Members of the CLI met in November of 2002 with President Bush's national security adviser, Rice, in an effort they described as "education and advocacy efforts to mobilize U.S. and international support freeing the Iraqi people from tyranny." Members of the Committee for the Liberation of Iraq included, John McCain, Newt Gingrich, William Kristol, General Barry McCaffrey, and former CIA director James Woolsey. George Shultz, Amb. Jeane J. Kirkpatrick, Under Secretary for Arms Control and International Security John Bolton, and Elliot Abrams were also involved with the group. Abrams and Bolton were founding members of the CLI.
The CLI lobbied for the installation of the so-called Iraqi National Congress to replace the Hussein dictatorship. This group was the creation of the U.S. Congress which, following testimony from Chalabi, and defense policy executive, Zalmay Khalilzad (later appointed ambassador to Iraq), and the co-sponsoring of Sen. John McCain, passed the Iraq Liberation Act in 1998, and sanctioned the new U.S. policy of regime change.
Among the other participants in the CLI were, Gary Schmitt (director of the conservative foundation, Project for the New American Century) and Richard Perle, (chairman of Rumsfeld's Defense Policy Board, also closely associated with PNAC. Also involved was co-founder, president and executive director of the Committee for the Liberation of Iraq, Randy Scheunemann who served as a consultant on Iraq to Donald Rumsfeld and now serves as John McCain's top foreign policy aide.
His firm is also involved in securing U.S. reconstruction dollars in Iraq for members of the former Soviet bloc.

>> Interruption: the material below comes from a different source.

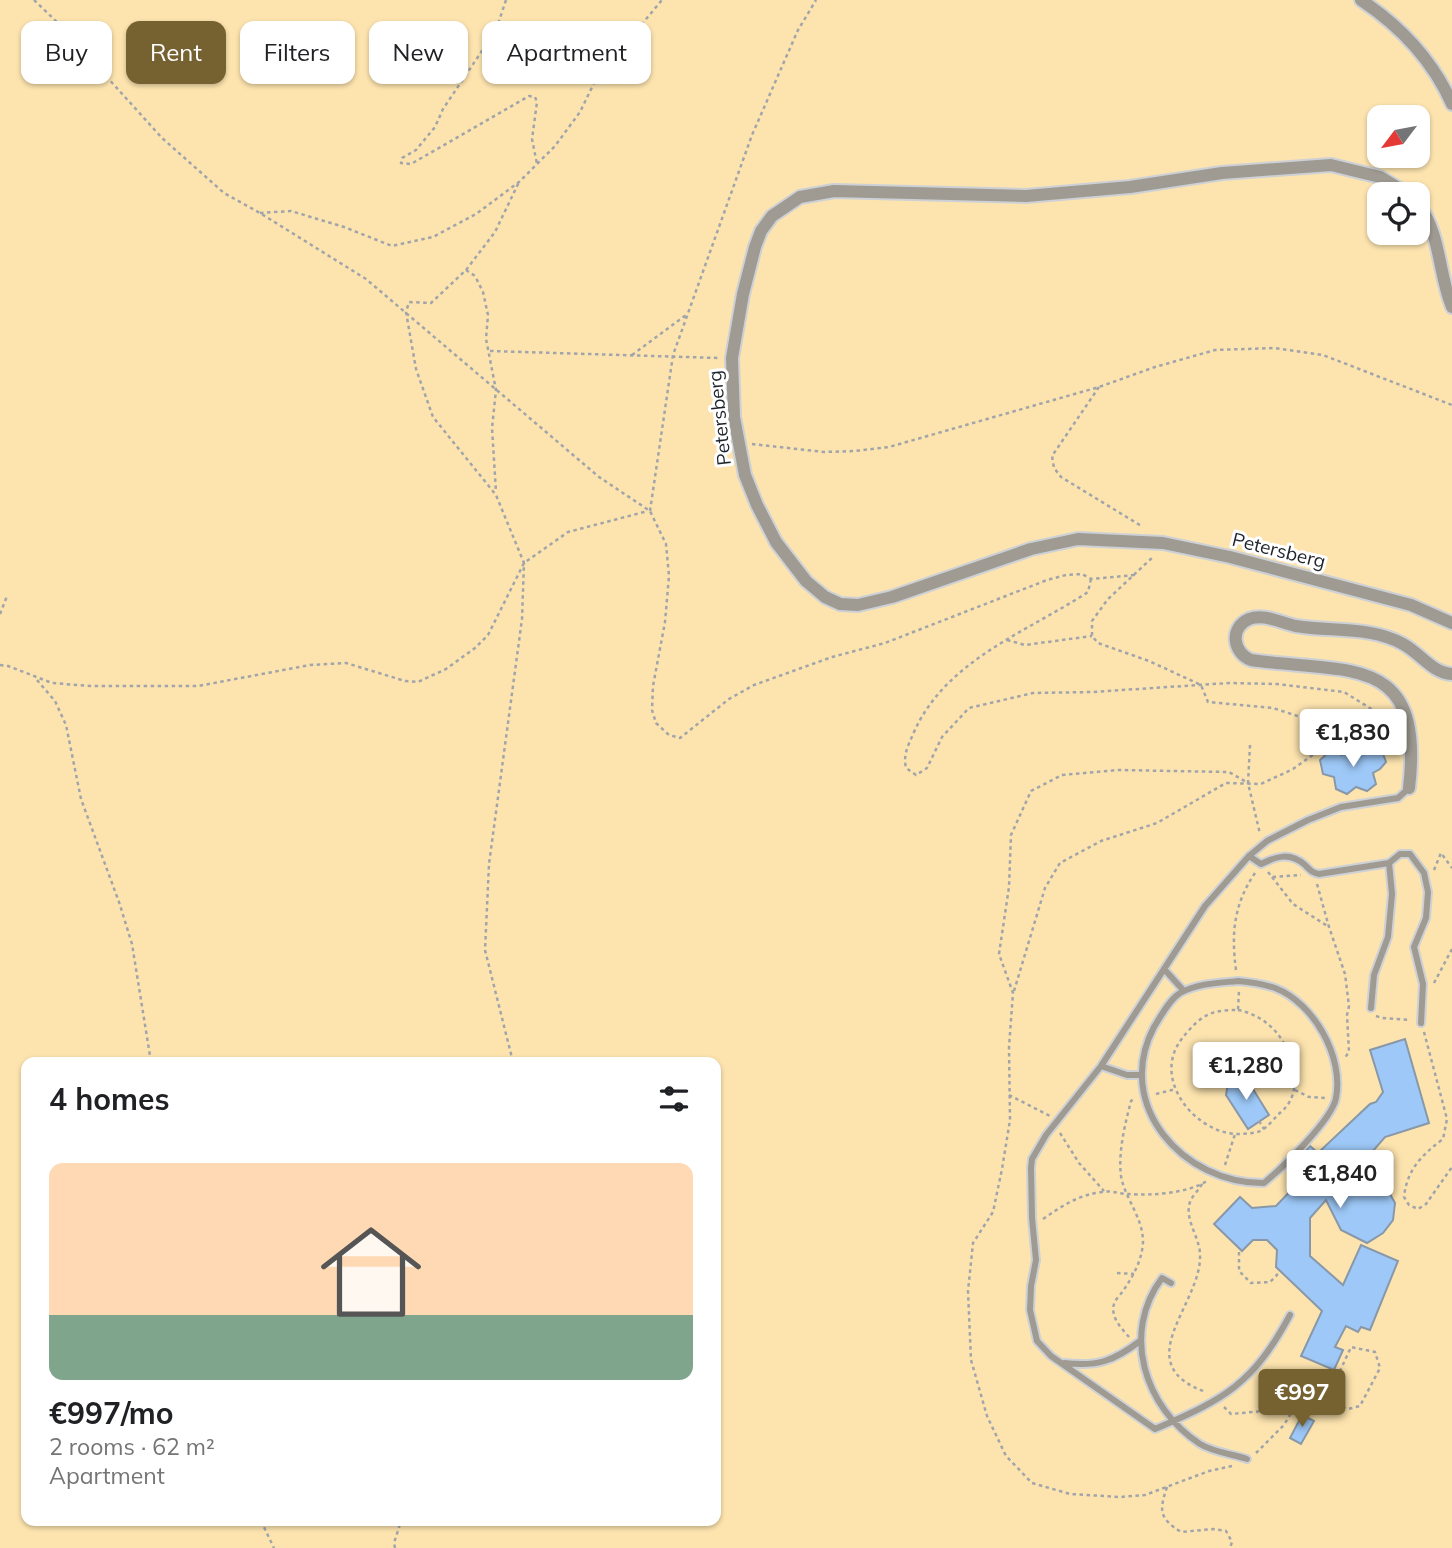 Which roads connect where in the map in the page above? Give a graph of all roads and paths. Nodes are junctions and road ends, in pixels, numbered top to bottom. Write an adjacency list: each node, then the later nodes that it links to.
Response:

Undoubtedly the main instigator behind John McCain's hard-line on the Russia/Georgia conflict, Scheunemann concealed the fact that he'd been a paid lobbyist for Georgia until as late as December 2007.

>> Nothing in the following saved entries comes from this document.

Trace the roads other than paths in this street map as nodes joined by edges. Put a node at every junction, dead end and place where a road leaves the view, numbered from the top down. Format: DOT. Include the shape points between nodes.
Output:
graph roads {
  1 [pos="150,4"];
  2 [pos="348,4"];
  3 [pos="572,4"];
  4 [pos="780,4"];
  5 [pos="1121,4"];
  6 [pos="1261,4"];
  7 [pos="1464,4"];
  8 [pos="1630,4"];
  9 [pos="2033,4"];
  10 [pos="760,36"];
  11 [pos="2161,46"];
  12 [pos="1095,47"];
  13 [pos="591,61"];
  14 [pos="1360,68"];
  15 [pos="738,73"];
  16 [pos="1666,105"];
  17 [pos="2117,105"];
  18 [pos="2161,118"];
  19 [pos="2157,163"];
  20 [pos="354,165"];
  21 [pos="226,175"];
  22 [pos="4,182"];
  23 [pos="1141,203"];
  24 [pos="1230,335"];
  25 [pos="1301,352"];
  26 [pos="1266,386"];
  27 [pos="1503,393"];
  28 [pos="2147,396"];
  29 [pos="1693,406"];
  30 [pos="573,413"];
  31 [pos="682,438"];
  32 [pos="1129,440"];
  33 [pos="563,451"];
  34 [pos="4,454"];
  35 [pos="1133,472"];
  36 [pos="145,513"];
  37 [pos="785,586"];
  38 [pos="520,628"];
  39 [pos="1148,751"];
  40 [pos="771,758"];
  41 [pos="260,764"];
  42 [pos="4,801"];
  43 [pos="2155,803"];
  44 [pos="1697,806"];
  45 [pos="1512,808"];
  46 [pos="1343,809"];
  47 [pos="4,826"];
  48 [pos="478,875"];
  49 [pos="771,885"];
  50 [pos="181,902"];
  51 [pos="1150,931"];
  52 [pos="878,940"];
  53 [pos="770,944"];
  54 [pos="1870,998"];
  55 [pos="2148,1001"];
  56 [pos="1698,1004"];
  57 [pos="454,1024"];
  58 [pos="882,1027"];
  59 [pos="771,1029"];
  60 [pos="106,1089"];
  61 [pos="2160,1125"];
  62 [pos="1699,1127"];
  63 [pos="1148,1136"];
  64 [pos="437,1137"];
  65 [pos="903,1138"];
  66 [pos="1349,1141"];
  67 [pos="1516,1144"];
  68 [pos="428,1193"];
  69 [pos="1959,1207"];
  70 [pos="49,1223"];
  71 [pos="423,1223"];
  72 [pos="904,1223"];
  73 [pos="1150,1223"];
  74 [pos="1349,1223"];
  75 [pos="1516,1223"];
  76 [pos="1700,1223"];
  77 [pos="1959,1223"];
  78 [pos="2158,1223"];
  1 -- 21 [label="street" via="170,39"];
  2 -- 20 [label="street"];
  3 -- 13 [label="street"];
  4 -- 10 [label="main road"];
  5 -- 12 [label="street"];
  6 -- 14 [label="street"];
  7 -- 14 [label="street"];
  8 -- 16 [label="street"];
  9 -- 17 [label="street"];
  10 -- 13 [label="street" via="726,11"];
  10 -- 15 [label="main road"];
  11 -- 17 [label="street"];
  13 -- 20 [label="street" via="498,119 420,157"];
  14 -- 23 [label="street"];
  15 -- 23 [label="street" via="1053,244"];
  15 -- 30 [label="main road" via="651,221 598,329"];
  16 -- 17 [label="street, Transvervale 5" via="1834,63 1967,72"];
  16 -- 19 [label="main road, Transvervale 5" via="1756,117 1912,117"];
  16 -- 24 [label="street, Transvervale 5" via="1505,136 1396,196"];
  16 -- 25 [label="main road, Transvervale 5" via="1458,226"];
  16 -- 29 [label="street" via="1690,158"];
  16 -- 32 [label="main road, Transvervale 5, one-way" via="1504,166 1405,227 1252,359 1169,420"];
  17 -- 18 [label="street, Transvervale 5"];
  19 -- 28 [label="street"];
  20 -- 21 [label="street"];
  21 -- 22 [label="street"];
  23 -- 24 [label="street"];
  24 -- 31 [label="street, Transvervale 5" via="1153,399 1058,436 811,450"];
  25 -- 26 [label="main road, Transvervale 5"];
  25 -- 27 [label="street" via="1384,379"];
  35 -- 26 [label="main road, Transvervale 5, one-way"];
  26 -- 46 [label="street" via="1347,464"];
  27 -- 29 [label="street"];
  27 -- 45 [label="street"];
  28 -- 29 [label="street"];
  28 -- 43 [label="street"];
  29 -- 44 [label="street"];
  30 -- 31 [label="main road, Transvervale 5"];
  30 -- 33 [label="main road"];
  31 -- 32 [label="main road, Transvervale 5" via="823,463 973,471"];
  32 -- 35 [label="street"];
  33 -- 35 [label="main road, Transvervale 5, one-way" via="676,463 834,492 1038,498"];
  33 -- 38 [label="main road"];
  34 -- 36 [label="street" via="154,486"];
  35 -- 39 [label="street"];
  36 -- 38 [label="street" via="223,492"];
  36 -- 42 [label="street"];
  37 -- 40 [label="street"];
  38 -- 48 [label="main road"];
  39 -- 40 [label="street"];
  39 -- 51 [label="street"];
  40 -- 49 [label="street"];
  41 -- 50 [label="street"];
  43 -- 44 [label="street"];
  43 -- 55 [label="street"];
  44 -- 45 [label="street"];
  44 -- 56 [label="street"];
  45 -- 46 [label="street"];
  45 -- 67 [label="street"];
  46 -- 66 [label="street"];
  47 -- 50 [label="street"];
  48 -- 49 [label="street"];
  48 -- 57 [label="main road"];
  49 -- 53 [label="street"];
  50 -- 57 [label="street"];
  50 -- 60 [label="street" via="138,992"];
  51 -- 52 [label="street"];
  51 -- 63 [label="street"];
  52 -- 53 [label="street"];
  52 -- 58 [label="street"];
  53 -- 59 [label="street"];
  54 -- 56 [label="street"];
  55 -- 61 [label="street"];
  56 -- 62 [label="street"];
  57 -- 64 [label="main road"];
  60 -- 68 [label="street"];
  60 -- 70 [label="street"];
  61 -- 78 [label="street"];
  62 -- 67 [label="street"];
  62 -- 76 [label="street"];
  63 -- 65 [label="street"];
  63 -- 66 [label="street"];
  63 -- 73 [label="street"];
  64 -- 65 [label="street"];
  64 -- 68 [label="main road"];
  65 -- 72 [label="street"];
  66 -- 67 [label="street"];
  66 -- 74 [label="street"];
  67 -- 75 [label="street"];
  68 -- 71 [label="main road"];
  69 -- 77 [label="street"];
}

In fact, Schennemann was partners in his Iraq lobbying with another facilitator for the former Soviet states, Bruce Jackson, the founder and president of the 'Project on Transitional Democracies', an organization which guided ‘newly independent', former Soviet provinces through the congressional appropriations process to connect the foreign leaders with U.S. tax dollars. Their influence led to the acceptance of many of these countries into NATO compliance and membership. The introduction of these former provinces into the NATO resulted in a boon for weapon's manufacturers as the new republics were required to modernize their military forces to comply with NATO defense requirements.

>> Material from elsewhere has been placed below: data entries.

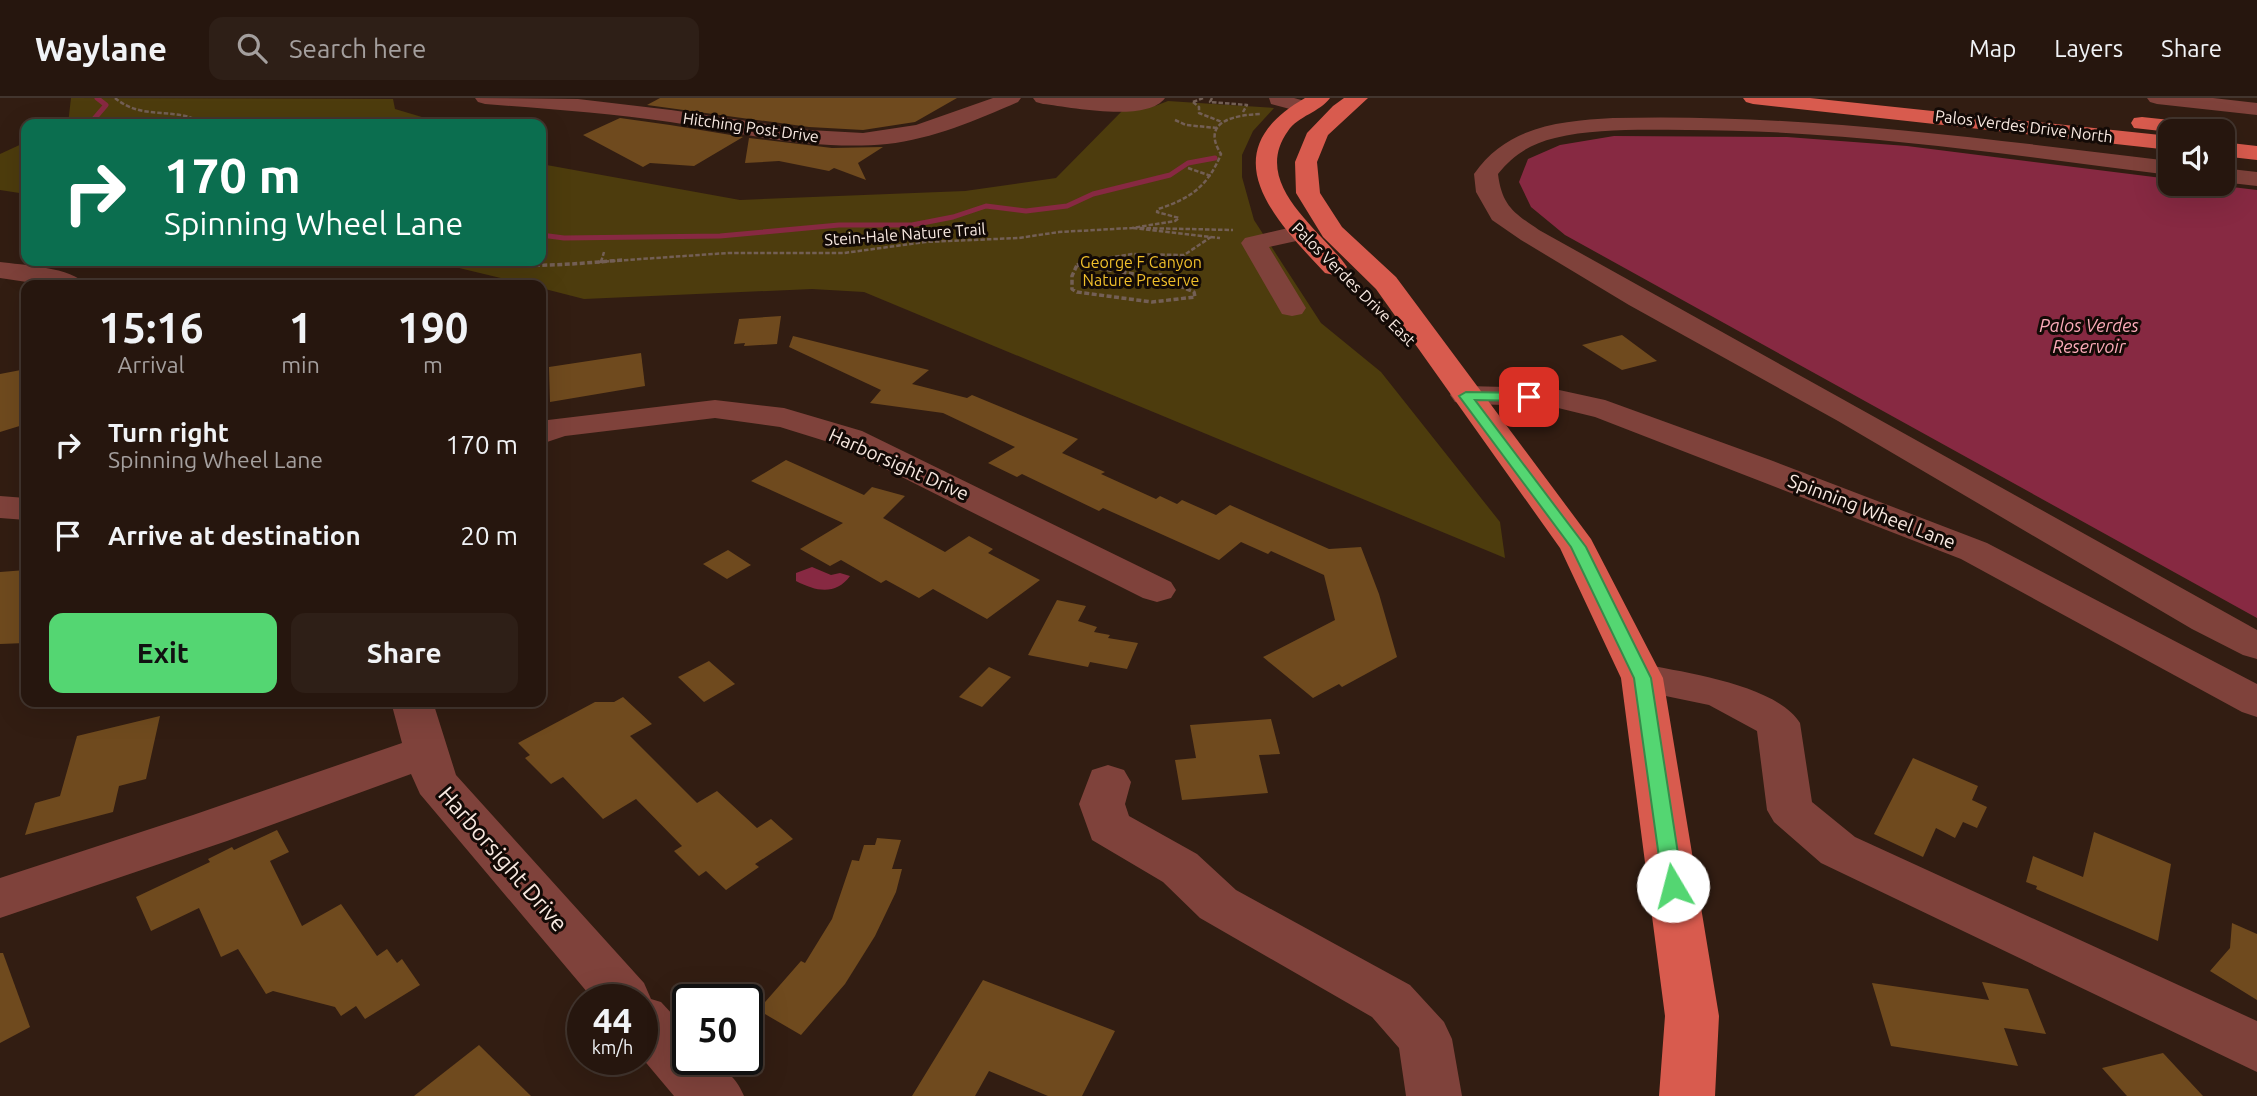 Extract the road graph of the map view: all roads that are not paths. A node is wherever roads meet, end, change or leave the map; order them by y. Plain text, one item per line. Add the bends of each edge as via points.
1 (485, 98) edge
2 (1011, 98) edge
3 (1043, 98) edge
4 (1155, 98) edge
5 (1358, 98) edge
6 (1753, 98) edge
7 (1915, 98) edge
8 (2157, 98) edge
9 (1312, 103) edge
10 (1273, 106) edge
11 (2257, 109) edge
12 (2158, 125) edge
13 (2235, 133) edge
14 (2257, 136) edge
15 (2158, 142) edge
16 (2235, 150) edge
17 (2257, 153) edge
18 (2158, 167) edge
19 (2235, 175) edge
20 (2257, 178) edge
21 (1297, 230) junction
22 (0, 271) edge
23 (58, 280) edge
24 (21, 290) edge
25 (1292, 308) dead end
26 (1466, 396) junction
27 (546, 432) edge
28 (0, 507) edge
29 (21, 509) edge
30 (1157, 590) dead end
31 (2257, 646) edge
32 (1642, 678) junction
33 (2255, 701) edge
34 (414, 707) edge
35 (427, 751) junction
36 (1108, 782) dead end
37 (0, 898) edge
38 (612, 984) edge
39 (658, 1036) edge
40 (2257, 1047) edge
41 (716, 1096) edge
42 (1434, 1096) edge
43 (1687, 1096) edge

1 - 2 street, Hitching Post Drive via 619,109 844,139 888,138 942,126
3 - 4 street via 1127,105
5 - 26 main road, Palos Verdes Drive East via 1318,133 1306,162 1308,193 1332,232 1386,284
6 - 15 main road, Palos Verdes Drive North
7 - 12 main road, Palos Verdes Drive North
8 - 11 street
9 - 10 street via 1278,100
9 - 21 main road, Palos Verdes Drive East via 1280,126 1267,157 1272,190
13 - 14 main road
16 - 17 main road
18 - 31 street via 1861,133 1666,124 1610,125 1535,137 1514,145 1486,174 1488,192 1502,215 1530,235
19 - 20 street
21 - 25 street via 1254,243
21 - 26 main road, Palos Verdes Drive East
22 - 23 street
22 - 24 street
26 - 32 main road, Palos Verdes Drive East via 1578,547
26 - 33 street, Spinning Wheel Lane via 1550,397 1605,410 1761,468 1974,551
27 - 30 street, Harborsight Drive via 715,409 784,418 850,438
28 - 29 street
32 - 40 street via 1720,693 1778,723 1790,810 1838,850
32 - 43 main road, Palos Verdes Drive East via 1692,1016
34 - 35 street, Harborsight Drive
35 - 37 street
35 - 38 street, Harborsight Drive via 436,782
36 - 42 street via 1102,804 1109,828 1180,868 1218,904 1391,1001 1425,1039
39 - 41 street via 703,1088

U.S. ambassador to NATO, Nicholas Burns explained Jackson's (and Schennemann's) role to the Dallas Morning News in 2002: "In Europe, he coaches officials of candidate countries on whom to see, what to say and how to behave in Washington. He also browbeats them on what reforms they need to make and what issues they must address, such as lingering anti-Semitism, if they expect the Senate to let them into NATO."